O motivo do protesto é o projeto porto-ferroviário Grão-Pará Maranhão (GPM), que três empresários portugueses querem implantar na Ilha do Cajual, no Maranhão, até a cidade de Açailândia, no mesmo estado, com a participação da DB. Milhões de toneladas de minério de ferro e de soja deverão ser transportadas pelo Maranhão através de uma estrada de ferro de mercadorias, a fim de serem escoadas para a Europa e para a China através do porto que querem construir na Ilha do Cajual, em cima de um território quilombola.
“Apelamos ao governo alemão e à sua empresa estatal Deutsche Bahn para que não participem neste projeto destrutivo. Pedimos a todos que se juntem a nós para exigir: não ao projeto Grão-Pará Maranhão!”, exortou Carvalho em sua fala na Potsdamer Platz.

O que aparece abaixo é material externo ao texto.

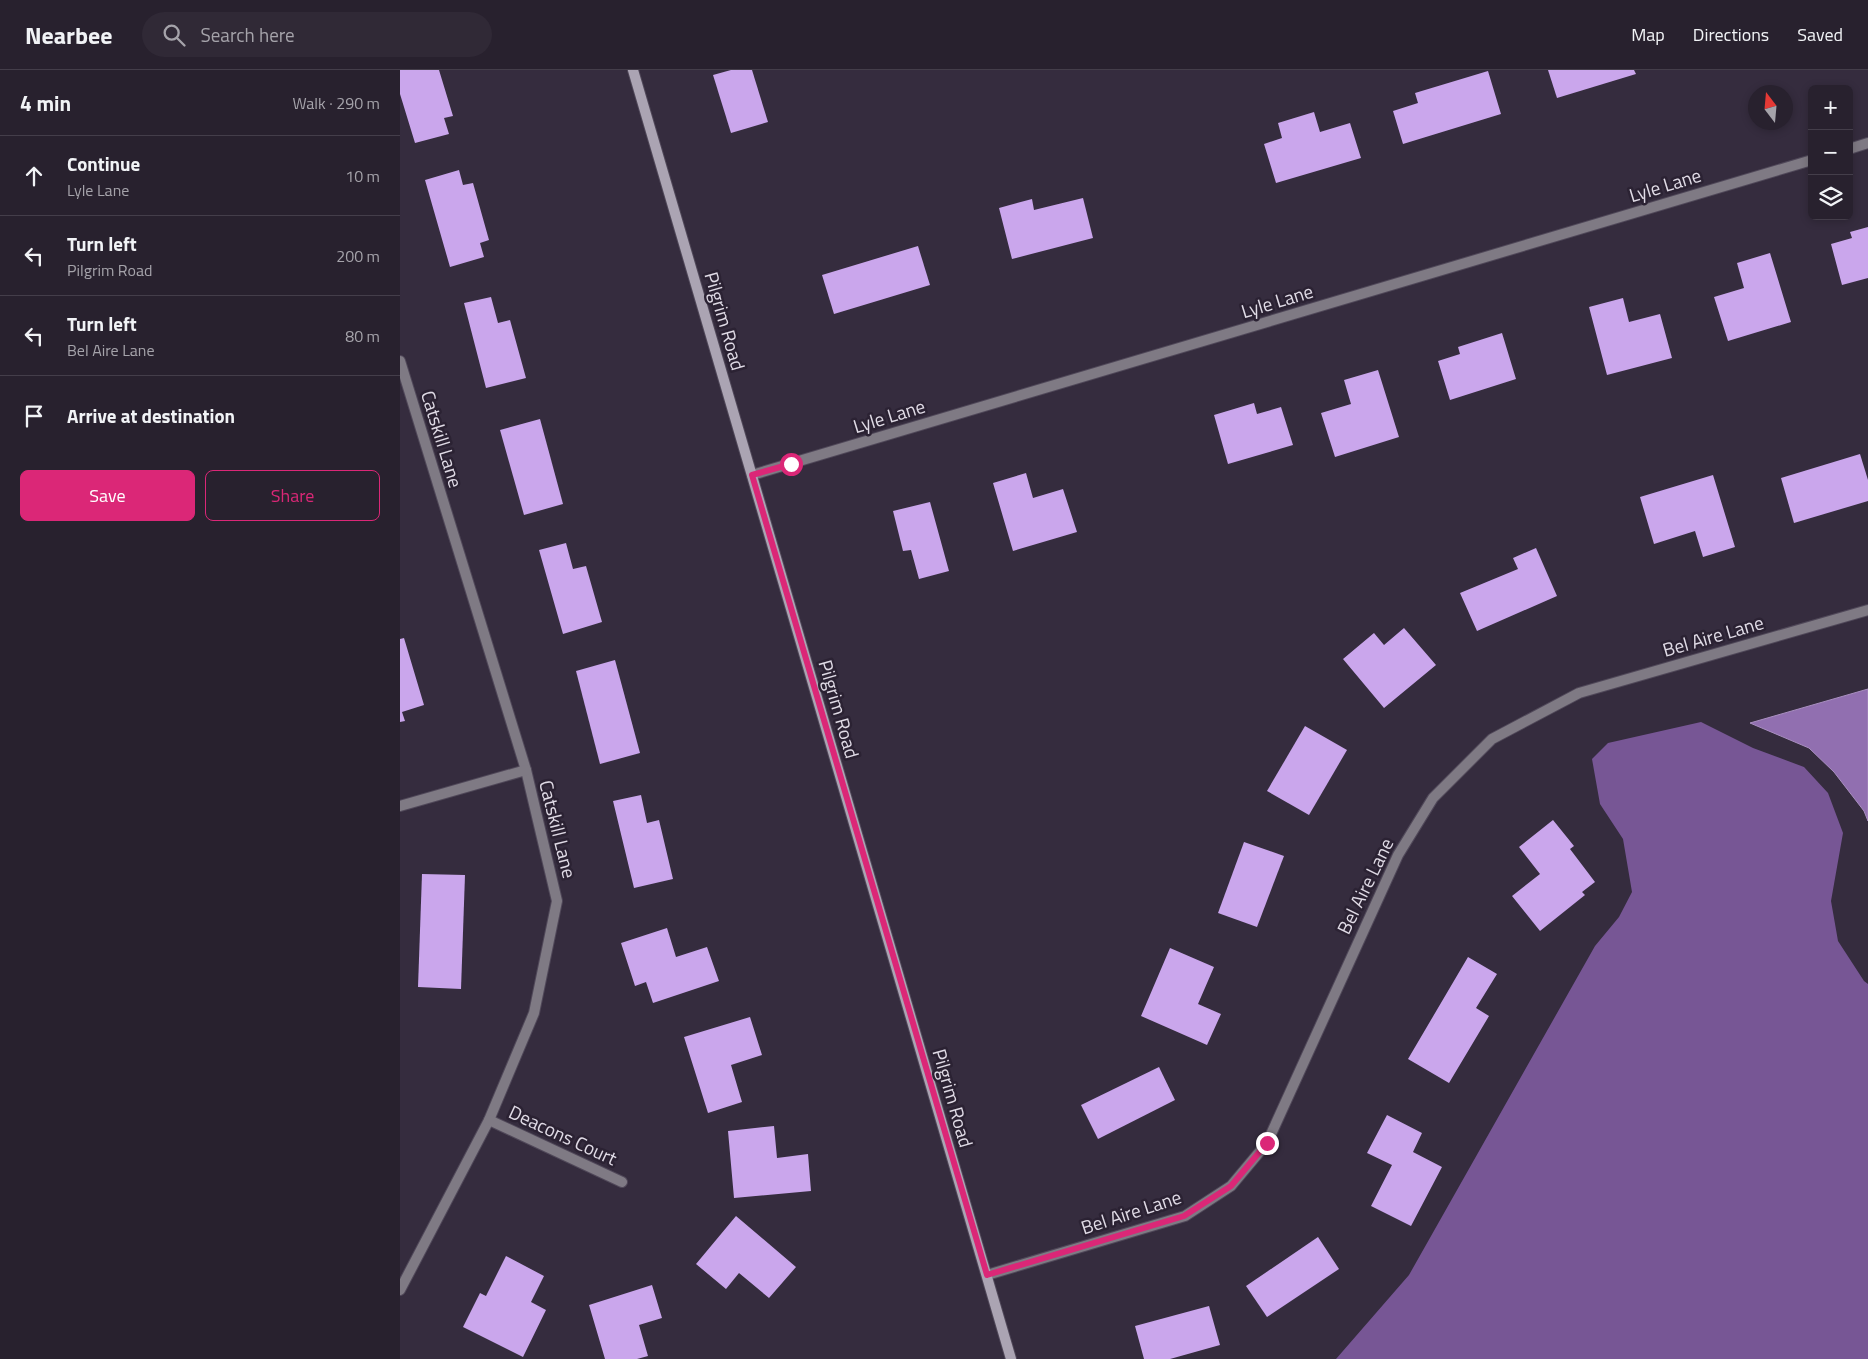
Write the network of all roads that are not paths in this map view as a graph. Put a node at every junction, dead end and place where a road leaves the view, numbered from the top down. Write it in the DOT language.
graph roads {
  1 [pos="633,70"];
  2 [pos="1868,143"];
  3 [pos="1853,148"];
  4 [pos="1808,161"];
  5 [pos="400,361"];
  6 [pos="752,475"];
  7 [pos="1868,610"];
  8 [pos="526,770"];
  9 [pos="400,806"];
  10 [pos="489,1120"];
  11 [pos="622,1182"];
  12 [pos="987,1275"];
  13 [pos="400,1290"];
  14 [pos="1011,1359"];
  1 -- 6 [label="street, Pilgrim Road"];
  2 -- 3 [label="street"];
  4 -- 6 [label="street, Lyle Lane"];
  5 -- 8 [label="street, Catskill Lane"];
  6 -- 12 [label="street, Pilgrim Road"];
  7 -- 12 [label="street, Bel Aire Lane"];
  8 -- 9 [label="street"];
  8 -- 10 [label="street, Catskill Lane"];
  10 -- 11 [label="street, Deacons Court"];
  10 -- 13 [label="street, Catskill Lane"];
  12 -- 14 [label="street, Pilgrim Road"];
}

O Centro de Pesquisa e Documentação Chile-América Latina (FDCL), a Cooperação Brasil (KoBra), Misereor, a Rede Igrejas e Mineração, a Fundação Rosa Luxemburgo e a Rede Ya Basta também participaram na manifestação em frente à sede da DB. Estes últimos lutam contra o projeto ferroviário “Tren Maya”, na floresta tropical da Península de Yucatan, no México, no qual a DB também está envolvida.

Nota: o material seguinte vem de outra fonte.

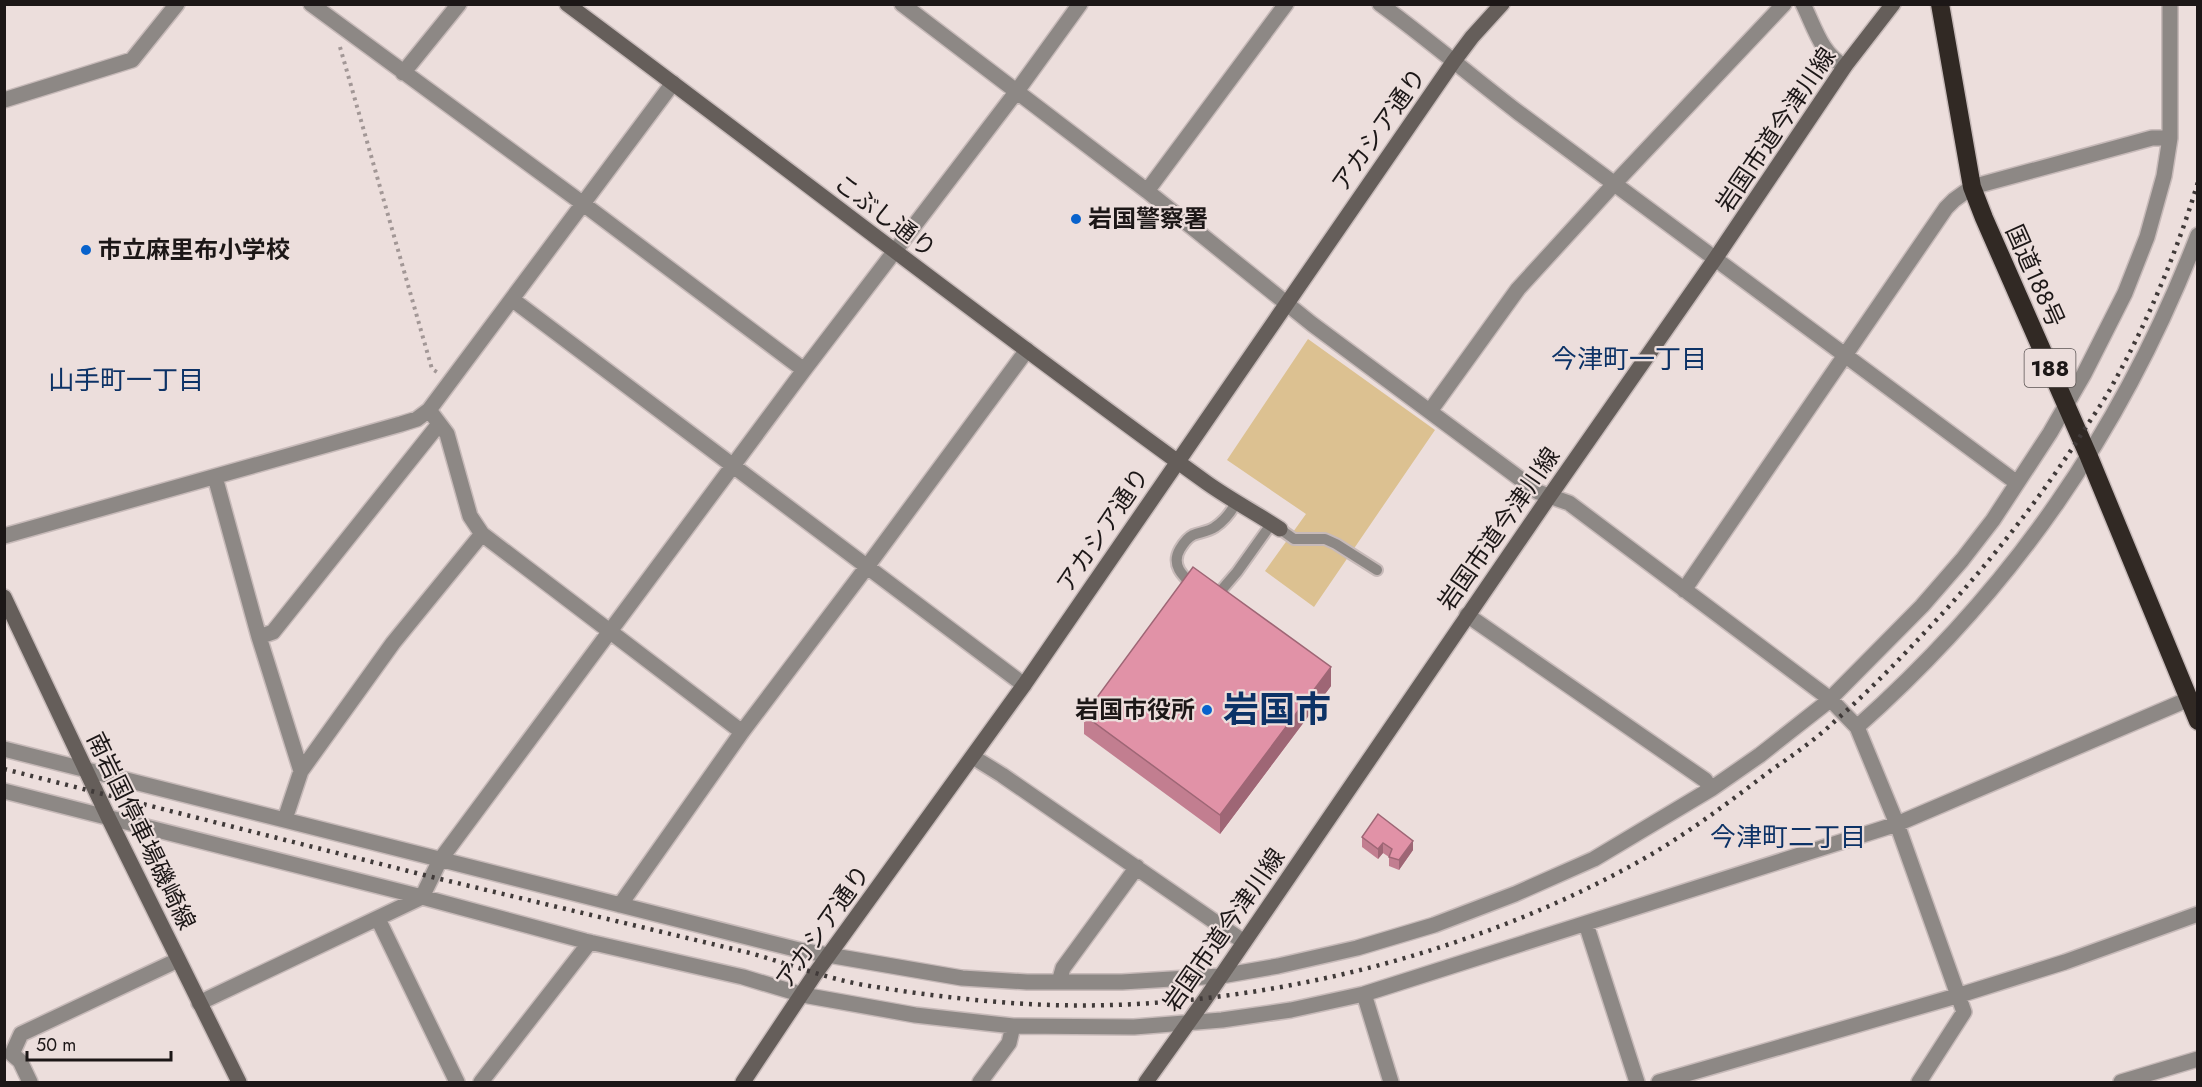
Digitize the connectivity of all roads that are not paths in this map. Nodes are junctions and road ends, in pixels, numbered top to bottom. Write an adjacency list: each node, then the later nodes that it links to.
1 (177, 4): 20 (street)
2 (311, 4): 17 (street)
3 (459, 4): 17 (street)
4 (567, 4): 18 (street, こぶし通り)
5 (902, 4): 19 (street)
6 (1080, 4): 19 (street)
7 (1286, 4): 24 (street)
8 (1380, 4): 15 (street)
9 (1502, 4): 15 (street, アカシア通り)
10 (1784, 4): 22 (street)
11 (1803, 4): 16 (street)
12 (1893, 4): 16 (street, 岩国市道今津川線)
13 (1940, 4): 23 (highway, 国道188号 / 188)
14 (2170, 4): 21 (street)
15 (1454, 61): 22 (street); 30 (street, アカシア通り)
16 (1845, 66): 28 (street, 岩国市道今津川線)
17 (403, 74): 25 (street)
18 (673, 83): 25 (street); 27 (street, こぶし通り)
19 (1017, 91): 24 (street); 27 (street)
20 (4, 100)
21 (2170, 138): 23 (street); 34 (street)
22 (1614, 184): 28 (street); 36 (street)
23 (1972, 187): 32 (street); 34 (highway, 国道188号 / 188)
24 (1147, 191): 30 (street)
25 (582, 203): 29 (street); 33 (street)
26 (2198, 235): 38 (street)
27 (894, 252): 31 (street, こぶし通り); 33 (street)
28 (1715, 259): 32 (street); 43 (street, 岩国市道今津川線)
29 (513, 300): 35 (street); 40 (street)
30 (1287, 302): 36 (street); 39 (street, アカシア通り)
31 (1027, 350): 39 (street, こぶし通り); 48 (street)
32 (1845, 355): 42 (street); 50 (street)
33 (804, 370): 40 (street)
34 (2066, 405): 38 (highway, 国道188号 / 188); 42 (street)
35 (429, 410): 37 (street); 41 (street)
36 (1430, 411): 43 (street)
37 (439, 424): 46 (street); 54 (street)
38 (2089, 457): 57 (highway, 国道188号 / 188); 59 (street)
39 (1178, 460): 44 (street, こぶし通り); 55 (street, アカシア通り)
40 (734, 465): 48 (street); 53 (street)
41 (215, 477): 47 (street); 54 (street)
42 (2017, 483): 56 (street)
43 (1549, 497): 50 (street); 52 (street, 岩国市道今津川線)
44 (1236, 502): 45 (street, こぶし通り); 45 (lane)
45 (1276, 526): 49 (lane)
46 (482, 534): 53 (street); 64 (street)
47 (4, 536)
48 (866, 568): 55 (street); 60 (street)
49 (1377, 570)
50 (1684, 590): 56 (street)
51 (4, 597): 63 (street, 南岩国停車場磯崎線)
52 (1467, 615): 65 (street); 78 (street, 岩国市道今津川線)
53 (611, 630): 60 (street); 70 (street)
54 (259, 637): 64 (street)
55 (1024, 685): 62 (street, アカシア通り)
56 (1830, 699): 59 (street); 65 (street)
57 (2188, 699): 58 (highway, 国道188号 / 188); 69 (street)
58 (2198, 721)
59 (1857, 727): 69 (street)
60 (742, 732): 73 (street)
61 (4, 749): 63 (street)
62 (972, 758): 71 (street); 79 (street, アカシア通り)
63 (87, 771): 67 (street, 南岩国停車場磯崎線); 68 (street)
64 (301, 771): 68 (street)
65 (1711, 789): 81 (street)
66 (4, 791): 67 (street)
67 (109, 819): 72 (street); 80 (street, 南岩国停車場磯崎線)
68 (285, 819): 70 (street)
69 (1897, 824): 76 (street); 85 (street)
70 (440, 860): 72 (street); 73 (street)
71 (1137, 867): 78 (street); 82 (street)
72 (422, 897): 75 (street); 77 (street)
73 (620, 906): 79 (street)
74 (2198, 914): 85 (street)
75 (378, 918): 86 (street); 93 (street)
76 (1586, 924): 84 (street); 99 (street)
77 (590, 942): 83 (street); 94 (street)
78 (1244, 942): 81 (street, 岩国市道今津川線)
79 (829, 956): 82 (street); 83 (street, アカシア通り)
80 (178, 960): 86 (street, 南岩国停車場磯崎線); 89 (street)
81 (1221, 976): 82 (street); 87 (street, 岩国市道今津川線)
82 (1059, 982)
83 (803, 994): 88 (street); 95 (street, アカシア通り)
84 (1364, 994): 87 (street); 98 (street)
85 (1960, 995): 100 (street); 101 (street)
86 (199, 1003): 92 (street, 南岩国停車場磯崎線)
87 (1186, 1023): 88 (street); 97 (street, 岩国市道今津川線)
88 (1013, 1026): 96 (street)
89 (8, 1057): 91 (street)
90 (2198, 1059): 102 (street)
91 (30, 1083)
92 (239, 1083)
93 (457, 1083)
94 (481, 1083)
95 (743, 1083)
96 (980, 1083)
97 (1146, 1083)
98 (1391, 1083)
99 (1637, 1083)
100 (1659, 1083)
101 (1919, 1083)
102 (2121, 1083)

Acompanhamos Mikaell e Flávia Nascimento do Brasil em Berlim durante três dias e organizamos um programa de conferências e eventos para a sua visita. Este incluiu um evento de discussão na Fundação Rosa Luxemburgo em Berlim, na véspera da manifestação.

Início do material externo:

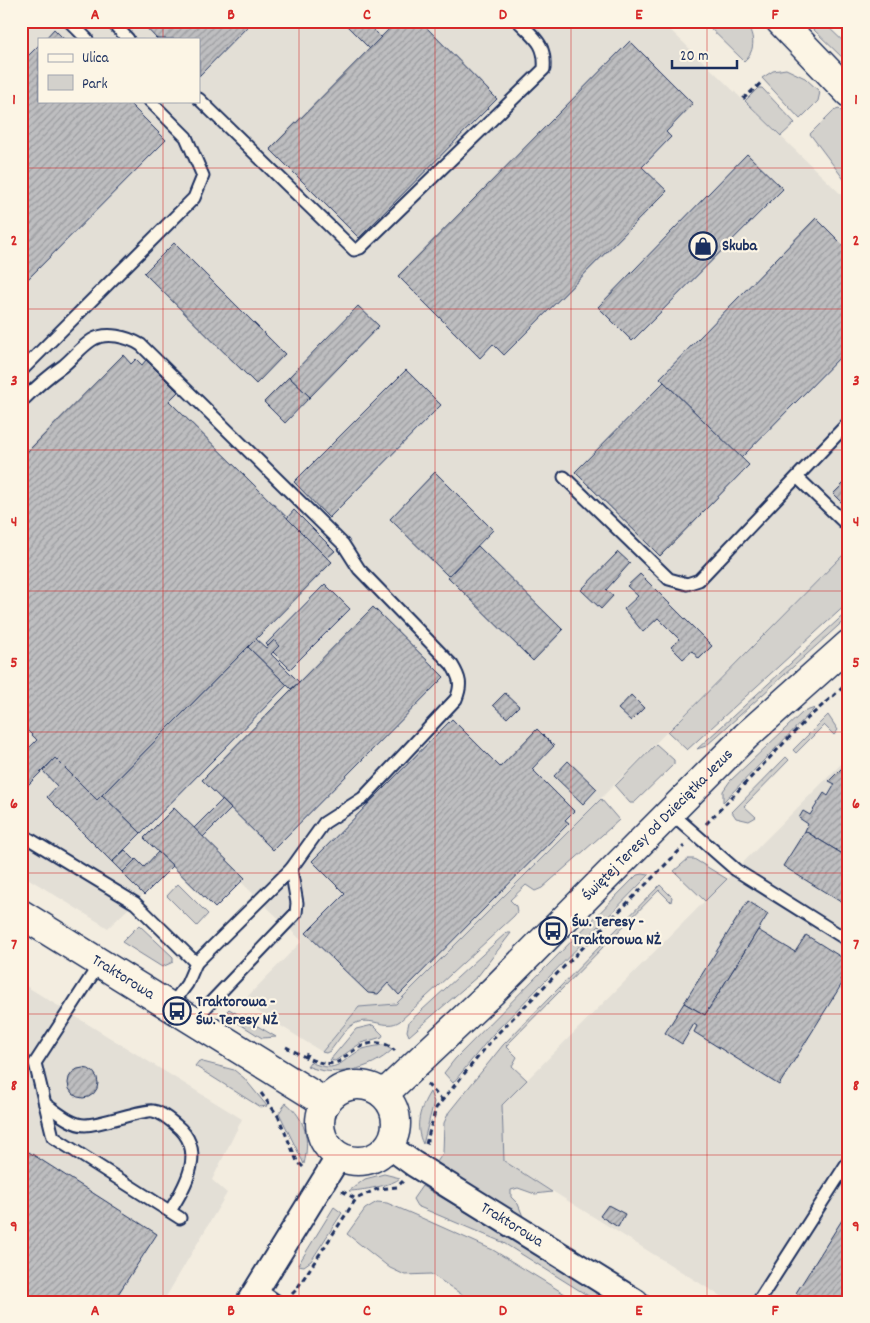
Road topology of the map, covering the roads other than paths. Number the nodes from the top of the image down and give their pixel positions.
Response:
1 (69, 21) edge
2 (111, 21) edge
3 (518, 21) edge
4 (780, 21) edge
5 (86, 38) edge
6 (127, 38) edge
7 (849, 93) edge
8 (200, 100) edge
9 (151, 102) edge
10 (21, 371) edge
11 (21, 402) edge
12 (849, 422) edge
13 (564, 477) dead end
14 (798, 478) junction
15 (849, 527) edge
16 (849, 644) edge
17 (670, 812) junction
18 (21, 834) edge
19 (291, 869) junction
20 (21, 914) edge
21 (849, 941) edge
22 (100, 963) junction
23 (196, 963) junction
24 (170, 1007) junction
25 (193, 1021) junction
26 (384, 1094) junction
27 (326, 1103) junction
28 (45, 1104) junction
29 (389, 1146) junction
30 (339, 1156) junction
31 (849, 1160) edge
32 (254, 1295) edge
33 (622, 1298) edge
34 (278, 1302) edge
35 (758, 1302) edge

1 - 5 lane
2 - 6 lane
3 - 8 lane
4 - 7 street
9 - 10 lane
11 - 19 lane
12 - 14 lane
13 - 14 lane
14 - 15 lane
16 - 17 street, Świętej Teresy od Dzieciątka Jezus
17 - 21 lane
17 - 26 street, Świętej Teresy od Dzieciątka Jezus
18 - 23 lane
19 - 23 lane
19 - 25 lane
20 - 22 street, Traktorowa
22 - 24 street, Traktorowa
22 - 28 lane
23 - 24 lane
24 - 25 street, Traktorowa
25 - 27 street, Traktorowa
26 - 27 street
26 - 29 street
27 - 30 street
28 - 28 lane
29 - 30 street
29 - 33 street, Traktorowa
30 - 32 street
31 - 35 lane
32 - 34 lane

“As mulheres são particularmente afetadas por estes projetos de infraestruturas e de matérias-primas. Milhares de trabalhadores da construção civil, motoristas de caminhão e engenheiros invadem as comunidades rurais tradicionais provocando violências, abusos e prostituição”, denunciou Flávia Nascimento.
A indústria do minério de ferro está poluindo e destruindo o ambiente e a saúde das pessoas, relatou a jovem, que é da comunidade de Piquiá de Baixo, no município de Açailândia, Maranhão. A mineradora brasileira Vale S.A. explora a maior mina de minério de ferro do mundo, em Canaã dos Carajás, no Pará, em meio à floresta amazônica. A Vale transporta a matéria-prima para um porto de carga privado na costa atlântica através da Estrada de Ferro Carajás (EFC), com 900 quilómetros de extensão.
A indústria do ferro provoca enormes danos ambientais e de saúde
As operações da indústria de ferro, como as siderúrgicas, liberam enormes quantidades de poeira tóxica e fumaça dos altos fornos. Juntamente com outros residentes da comunidade, Flávia realizou medições da poluição atmosférica e, após 20 anos de luta, conseguiu finalmente realojar as pessoas.
A DB Engineering & Consulting, por outro lado, aconselha a Vale há quatro anos sobre como tornar a rota de transporte de minério de ferro da Vale “neutra para o clima “. O objetivo é tornar o minério de ferro da Amazônia atrativo para o consumo na Europa.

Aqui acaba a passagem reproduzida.